- Exercise inputs:
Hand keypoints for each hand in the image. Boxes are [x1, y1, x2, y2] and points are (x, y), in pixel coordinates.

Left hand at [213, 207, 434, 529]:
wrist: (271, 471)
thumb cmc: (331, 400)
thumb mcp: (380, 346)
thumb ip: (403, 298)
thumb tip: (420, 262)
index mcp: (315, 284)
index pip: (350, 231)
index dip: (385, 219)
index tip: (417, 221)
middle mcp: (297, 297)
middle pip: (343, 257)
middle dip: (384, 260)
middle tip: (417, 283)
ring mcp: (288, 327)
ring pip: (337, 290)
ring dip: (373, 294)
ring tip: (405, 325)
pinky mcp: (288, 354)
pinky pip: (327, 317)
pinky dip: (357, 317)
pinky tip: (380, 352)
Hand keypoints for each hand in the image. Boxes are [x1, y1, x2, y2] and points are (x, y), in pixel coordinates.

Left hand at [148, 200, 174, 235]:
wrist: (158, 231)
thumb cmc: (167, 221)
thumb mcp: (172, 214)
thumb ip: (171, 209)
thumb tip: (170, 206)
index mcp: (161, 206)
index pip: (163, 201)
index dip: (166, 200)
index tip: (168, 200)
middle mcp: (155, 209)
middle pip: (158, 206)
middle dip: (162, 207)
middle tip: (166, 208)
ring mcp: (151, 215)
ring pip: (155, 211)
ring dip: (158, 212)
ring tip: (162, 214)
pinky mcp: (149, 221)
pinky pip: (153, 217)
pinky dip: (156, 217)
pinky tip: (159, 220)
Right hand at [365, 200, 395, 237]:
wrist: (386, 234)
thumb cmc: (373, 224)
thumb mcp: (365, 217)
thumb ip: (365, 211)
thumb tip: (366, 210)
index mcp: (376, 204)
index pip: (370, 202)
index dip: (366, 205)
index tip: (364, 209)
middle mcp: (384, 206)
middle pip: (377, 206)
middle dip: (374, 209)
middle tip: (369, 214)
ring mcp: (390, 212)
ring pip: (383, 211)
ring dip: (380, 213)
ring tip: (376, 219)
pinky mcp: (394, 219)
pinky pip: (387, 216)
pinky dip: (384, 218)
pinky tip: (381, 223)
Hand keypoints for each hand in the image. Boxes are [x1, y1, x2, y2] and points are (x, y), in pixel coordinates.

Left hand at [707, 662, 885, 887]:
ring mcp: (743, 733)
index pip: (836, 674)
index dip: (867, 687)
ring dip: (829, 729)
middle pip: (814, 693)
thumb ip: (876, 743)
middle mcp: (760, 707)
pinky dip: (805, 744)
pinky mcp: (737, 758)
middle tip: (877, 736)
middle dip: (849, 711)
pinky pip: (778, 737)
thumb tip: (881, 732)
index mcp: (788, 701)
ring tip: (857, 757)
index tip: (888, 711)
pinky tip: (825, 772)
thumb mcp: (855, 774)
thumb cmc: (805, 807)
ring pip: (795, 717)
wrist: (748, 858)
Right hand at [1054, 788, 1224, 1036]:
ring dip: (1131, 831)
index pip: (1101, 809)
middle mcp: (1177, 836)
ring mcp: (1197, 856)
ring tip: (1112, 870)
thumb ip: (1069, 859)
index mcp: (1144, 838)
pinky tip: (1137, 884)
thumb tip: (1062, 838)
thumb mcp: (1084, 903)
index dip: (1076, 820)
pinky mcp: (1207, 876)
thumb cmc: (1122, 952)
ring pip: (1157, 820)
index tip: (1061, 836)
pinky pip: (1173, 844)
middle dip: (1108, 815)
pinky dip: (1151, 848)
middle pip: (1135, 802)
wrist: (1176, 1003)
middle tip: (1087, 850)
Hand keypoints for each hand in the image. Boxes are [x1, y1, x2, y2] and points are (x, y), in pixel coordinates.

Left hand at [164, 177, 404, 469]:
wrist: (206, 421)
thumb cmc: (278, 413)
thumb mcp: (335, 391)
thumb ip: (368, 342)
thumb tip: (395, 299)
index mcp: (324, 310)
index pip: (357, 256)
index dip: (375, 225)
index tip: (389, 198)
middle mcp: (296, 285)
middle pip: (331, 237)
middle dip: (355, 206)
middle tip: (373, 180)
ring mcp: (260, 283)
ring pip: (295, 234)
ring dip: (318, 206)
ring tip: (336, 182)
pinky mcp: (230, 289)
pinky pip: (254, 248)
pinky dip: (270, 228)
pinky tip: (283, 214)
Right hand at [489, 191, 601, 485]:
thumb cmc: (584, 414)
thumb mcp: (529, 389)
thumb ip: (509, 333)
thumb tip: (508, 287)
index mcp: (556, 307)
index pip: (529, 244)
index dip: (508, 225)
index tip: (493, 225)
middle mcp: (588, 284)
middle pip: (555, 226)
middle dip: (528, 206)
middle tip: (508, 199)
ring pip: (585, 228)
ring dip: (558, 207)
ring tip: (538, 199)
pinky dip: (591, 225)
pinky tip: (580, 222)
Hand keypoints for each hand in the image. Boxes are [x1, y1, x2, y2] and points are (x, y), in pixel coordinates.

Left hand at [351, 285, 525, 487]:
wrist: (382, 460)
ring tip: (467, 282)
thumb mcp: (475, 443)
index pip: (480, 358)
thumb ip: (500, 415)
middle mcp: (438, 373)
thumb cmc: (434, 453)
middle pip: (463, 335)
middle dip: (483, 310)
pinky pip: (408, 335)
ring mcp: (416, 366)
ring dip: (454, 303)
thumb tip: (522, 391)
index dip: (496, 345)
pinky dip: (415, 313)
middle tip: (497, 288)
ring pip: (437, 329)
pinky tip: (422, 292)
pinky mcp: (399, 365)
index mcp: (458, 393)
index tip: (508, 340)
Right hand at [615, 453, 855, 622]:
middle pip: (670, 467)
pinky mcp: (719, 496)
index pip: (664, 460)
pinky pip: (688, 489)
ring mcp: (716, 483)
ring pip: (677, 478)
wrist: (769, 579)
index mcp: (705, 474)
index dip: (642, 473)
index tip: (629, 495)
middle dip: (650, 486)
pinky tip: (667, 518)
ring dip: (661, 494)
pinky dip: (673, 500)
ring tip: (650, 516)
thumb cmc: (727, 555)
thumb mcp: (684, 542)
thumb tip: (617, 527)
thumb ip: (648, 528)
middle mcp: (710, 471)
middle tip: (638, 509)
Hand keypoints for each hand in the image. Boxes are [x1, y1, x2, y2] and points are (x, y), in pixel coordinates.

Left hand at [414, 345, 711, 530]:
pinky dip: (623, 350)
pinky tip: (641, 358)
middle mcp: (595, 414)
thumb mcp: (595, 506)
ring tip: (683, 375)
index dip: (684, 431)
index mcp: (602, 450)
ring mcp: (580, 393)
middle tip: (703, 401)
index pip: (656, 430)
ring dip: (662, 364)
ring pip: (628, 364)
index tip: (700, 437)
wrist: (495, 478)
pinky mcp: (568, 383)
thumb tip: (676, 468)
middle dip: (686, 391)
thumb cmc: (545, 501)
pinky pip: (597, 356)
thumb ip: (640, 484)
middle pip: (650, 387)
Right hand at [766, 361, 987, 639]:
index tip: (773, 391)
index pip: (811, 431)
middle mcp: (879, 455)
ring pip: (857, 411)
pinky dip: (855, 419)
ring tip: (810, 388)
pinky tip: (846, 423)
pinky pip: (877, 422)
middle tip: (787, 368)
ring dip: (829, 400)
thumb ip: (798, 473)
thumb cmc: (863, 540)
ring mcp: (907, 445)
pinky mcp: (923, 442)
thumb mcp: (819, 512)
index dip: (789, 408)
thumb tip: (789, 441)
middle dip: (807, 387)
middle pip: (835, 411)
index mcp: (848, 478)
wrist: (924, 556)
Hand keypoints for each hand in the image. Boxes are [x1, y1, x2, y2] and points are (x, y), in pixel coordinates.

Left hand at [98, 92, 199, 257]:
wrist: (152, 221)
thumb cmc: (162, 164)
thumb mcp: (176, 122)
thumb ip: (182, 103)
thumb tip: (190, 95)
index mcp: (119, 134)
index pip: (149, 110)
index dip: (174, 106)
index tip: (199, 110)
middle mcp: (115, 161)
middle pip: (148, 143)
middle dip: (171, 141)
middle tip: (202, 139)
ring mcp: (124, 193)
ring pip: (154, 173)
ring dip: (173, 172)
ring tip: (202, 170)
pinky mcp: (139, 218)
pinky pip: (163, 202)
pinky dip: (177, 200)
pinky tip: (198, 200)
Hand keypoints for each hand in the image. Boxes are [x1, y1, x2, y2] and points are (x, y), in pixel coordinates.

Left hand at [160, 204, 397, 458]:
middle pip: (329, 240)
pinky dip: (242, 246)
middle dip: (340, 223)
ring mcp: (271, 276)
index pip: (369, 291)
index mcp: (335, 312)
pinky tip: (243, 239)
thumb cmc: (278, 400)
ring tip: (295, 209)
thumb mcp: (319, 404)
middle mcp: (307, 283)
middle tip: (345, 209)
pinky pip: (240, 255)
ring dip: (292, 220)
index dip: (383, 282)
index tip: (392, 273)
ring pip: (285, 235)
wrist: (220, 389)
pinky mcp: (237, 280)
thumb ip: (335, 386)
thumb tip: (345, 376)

- What you are asked to do:
In the listing above, locate the line containing "ring dip: (558, 207)" and the line containing "thumb mcp: (475, 443)". Transcribe those two lines and everything between them, exactly as written.

- Solution:
ring dip: (558, 207)
ring tip: (538, 199)
pinky dip: (591, 225)
pinky tip: (580, 222)
Hand keypoints for each hand in the image. Boxes are [x1, y1, x2, y2] and points are (x, y), in pixel coordinates.

Left hand at [351, 285, 525, 487]:
wrist: (382, 460)
ring tip: (467, 282)
thumb mcp: (475, 443)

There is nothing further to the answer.